Bonsai For Beginners
Bonsai For Beginners
Sterling
2002
2002
128
Linda and I were lucky enough to see Craig Coussins at Wildwood Gardens two years ago. He is from Scotland. So when I first saw this book, I had to have it; recently I saw it at the Half Price Book store and bought a copy for the Club. I read this book over a year ago and always meant to do a book report. I began to re-read the book and rediscovered what a valuable resource it is.
Mr. Coussins has organized his book into two parts. The first part, pages 6 through 77 provides guidance on keeping your trees alive, health and in shape. Then pages 78 – 120 is called the Bonsai School, showing a series of photos with instruction on various workshop projects that Mr. Coussins has conducted.
The first entry that caught my eye is a section called “Which species to start with”; I always find these lists interesting because bonsai authors never agree with each other. For “complete beginners” Coussins recommends cotoneasters and chamaecyparis, elms, zelkova, sagaretia, serrisa and Chinese elms. He says maples, conifers, pines, larches and cedars are fine too but grow slower. Well I think I’ve killed at least one of each, so don’t be discouraged if you do too. Of particular interest is the fact that this author spends time discussing the placement of trees indoors and out as it relates to light, watering and feeding. He recommends avoiding mid afternoon sun (I agree), or southern window exposures. He discusses the differences in watering indoor and outdoor trees, and even training your friends to water when you take a vacation. Coussins even discusses the effects of temperature.
Under a section titled “Keeping Your Bonsai Healthy” there is a fertilization chart that shows the different feeding schedules for very young trees, trees in training and established trees. In his section on “Troubleshooting” he deals with “Dehydration” and “Overwatering”. Next he deals with “Keeping you Bonsai in Shape”. This section includes Pruning and tells that the top of the tree needs to be pruned to the first set of buds and the second set on the sided on trees like elms, zelkova, privets and hemlock. Pinching is described for junipers and cryptomeria and plucking out for maples. He even discusses removing all but 10% of the leaves on an indoor tree.
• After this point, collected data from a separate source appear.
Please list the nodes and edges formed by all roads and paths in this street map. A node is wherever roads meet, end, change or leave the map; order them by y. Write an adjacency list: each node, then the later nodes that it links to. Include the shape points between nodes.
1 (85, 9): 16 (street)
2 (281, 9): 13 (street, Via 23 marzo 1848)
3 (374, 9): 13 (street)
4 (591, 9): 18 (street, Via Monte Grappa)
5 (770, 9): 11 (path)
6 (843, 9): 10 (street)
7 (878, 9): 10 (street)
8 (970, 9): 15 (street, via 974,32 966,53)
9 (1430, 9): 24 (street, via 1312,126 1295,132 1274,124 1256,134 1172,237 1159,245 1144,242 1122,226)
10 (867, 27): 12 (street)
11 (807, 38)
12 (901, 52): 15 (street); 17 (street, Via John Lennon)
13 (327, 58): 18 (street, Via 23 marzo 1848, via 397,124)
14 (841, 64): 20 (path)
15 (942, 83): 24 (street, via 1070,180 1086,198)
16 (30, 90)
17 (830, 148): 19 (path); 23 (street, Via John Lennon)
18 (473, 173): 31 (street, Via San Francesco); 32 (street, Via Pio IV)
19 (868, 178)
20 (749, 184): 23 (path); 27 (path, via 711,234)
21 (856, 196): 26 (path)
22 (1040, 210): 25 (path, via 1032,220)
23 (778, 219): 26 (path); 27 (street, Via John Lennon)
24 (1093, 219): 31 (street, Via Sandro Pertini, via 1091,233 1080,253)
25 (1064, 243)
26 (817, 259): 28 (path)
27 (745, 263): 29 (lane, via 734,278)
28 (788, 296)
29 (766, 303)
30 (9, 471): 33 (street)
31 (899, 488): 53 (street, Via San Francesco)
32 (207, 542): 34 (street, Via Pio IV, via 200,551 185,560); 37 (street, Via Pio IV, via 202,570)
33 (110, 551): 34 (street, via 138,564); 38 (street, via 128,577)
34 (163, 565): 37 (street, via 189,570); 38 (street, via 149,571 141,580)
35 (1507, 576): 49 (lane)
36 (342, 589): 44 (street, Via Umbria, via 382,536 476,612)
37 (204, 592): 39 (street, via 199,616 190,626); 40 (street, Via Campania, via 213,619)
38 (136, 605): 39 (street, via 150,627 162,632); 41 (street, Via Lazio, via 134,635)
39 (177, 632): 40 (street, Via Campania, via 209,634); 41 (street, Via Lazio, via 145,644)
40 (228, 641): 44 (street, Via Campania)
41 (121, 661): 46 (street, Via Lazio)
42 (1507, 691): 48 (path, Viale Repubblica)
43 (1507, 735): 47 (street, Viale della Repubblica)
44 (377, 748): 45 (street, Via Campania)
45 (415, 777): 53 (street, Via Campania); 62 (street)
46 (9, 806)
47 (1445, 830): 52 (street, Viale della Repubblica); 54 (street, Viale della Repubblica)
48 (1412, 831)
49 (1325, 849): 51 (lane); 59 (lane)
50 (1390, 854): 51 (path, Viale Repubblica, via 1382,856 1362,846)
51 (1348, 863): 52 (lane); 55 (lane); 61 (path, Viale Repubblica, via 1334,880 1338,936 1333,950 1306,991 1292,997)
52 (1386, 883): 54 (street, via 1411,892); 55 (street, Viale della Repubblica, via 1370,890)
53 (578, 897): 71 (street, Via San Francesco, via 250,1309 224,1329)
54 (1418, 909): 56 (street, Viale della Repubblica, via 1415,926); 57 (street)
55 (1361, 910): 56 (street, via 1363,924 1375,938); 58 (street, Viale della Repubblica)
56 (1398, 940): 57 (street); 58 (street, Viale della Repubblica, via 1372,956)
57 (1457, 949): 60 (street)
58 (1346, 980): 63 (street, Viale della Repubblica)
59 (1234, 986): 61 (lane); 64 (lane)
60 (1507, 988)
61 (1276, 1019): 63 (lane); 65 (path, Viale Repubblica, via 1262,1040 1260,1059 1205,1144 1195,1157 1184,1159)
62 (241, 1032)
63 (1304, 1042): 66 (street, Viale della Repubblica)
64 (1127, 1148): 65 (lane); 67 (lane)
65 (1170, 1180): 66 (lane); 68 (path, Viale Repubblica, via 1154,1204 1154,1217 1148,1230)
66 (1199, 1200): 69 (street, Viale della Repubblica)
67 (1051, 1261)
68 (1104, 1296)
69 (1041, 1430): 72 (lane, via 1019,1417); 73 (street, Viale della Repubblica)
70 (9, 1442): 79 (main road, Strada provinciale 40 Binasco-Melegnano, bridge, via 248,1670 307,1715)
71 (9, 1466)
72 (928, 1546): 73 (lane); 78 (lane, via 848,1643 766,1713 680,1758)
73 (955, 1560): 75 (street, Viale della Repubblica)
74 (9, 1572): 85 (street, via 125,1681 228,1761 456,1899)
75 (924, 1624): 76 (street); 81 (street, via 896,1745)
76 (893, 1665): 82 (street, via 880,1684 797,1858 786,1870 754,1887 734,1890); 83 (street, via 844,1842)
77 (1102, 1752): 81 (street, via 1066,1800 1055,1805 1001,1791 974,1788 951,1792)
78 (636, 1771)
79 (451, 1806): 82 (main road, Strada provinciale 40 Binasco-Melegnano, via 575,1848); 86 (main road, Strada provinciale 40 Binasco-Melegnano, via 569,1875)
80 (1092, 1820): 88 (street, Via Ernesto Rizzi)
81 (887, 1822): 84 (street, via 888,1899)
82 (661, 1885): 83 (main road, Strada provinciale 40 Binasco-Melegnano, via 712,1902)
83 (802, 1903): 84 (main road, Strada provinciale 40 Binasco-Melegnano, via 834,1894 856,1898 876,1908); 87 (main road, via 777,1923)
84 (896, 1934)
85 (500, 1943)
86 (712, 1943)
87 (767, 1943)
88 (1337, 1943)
Coussins then deals with pruning and the use of cut paste, jin and shari, and then wiring. He has an unorthodox method of wiring. He uses several wires together and drops then off at each branch as he wraps up the length of the trunk or branch. In his chapter on “Potting and Repotting a Bonsai” he gives different soil-formula mixes for young conifers, established conifers, lime hating species, deciduous, and indoor species. This chapter also has two other charts, Key Points to Remember, and Potting – Quick Reference Guide. Several repottings are shown in photographic case studies. Grafting and airlayering, then styles are covered before you get to the Bonsai School.
The Bonsai School section of this book is a must see. There are numerous photographs showing quick styling to projects that took over five years. Study 9 covers bud development in pines. Study 15 shows styling very large maples that had to be cut back to stumps just to get them into their pots, then over a period of 9 years the branches are developed. A number of the studies are of group and forest plantings, some material is small while others are planted in very large pots. One defied the imagination at 12 feet long. There is a special section on styling larches.
In the back of the book after the 33 case studies there are a series of 3 “Bonsai quick-reference Tables. These purport to be a brief guide to some of the main species – repotting, pruning, wiring, and special issues to watch out for.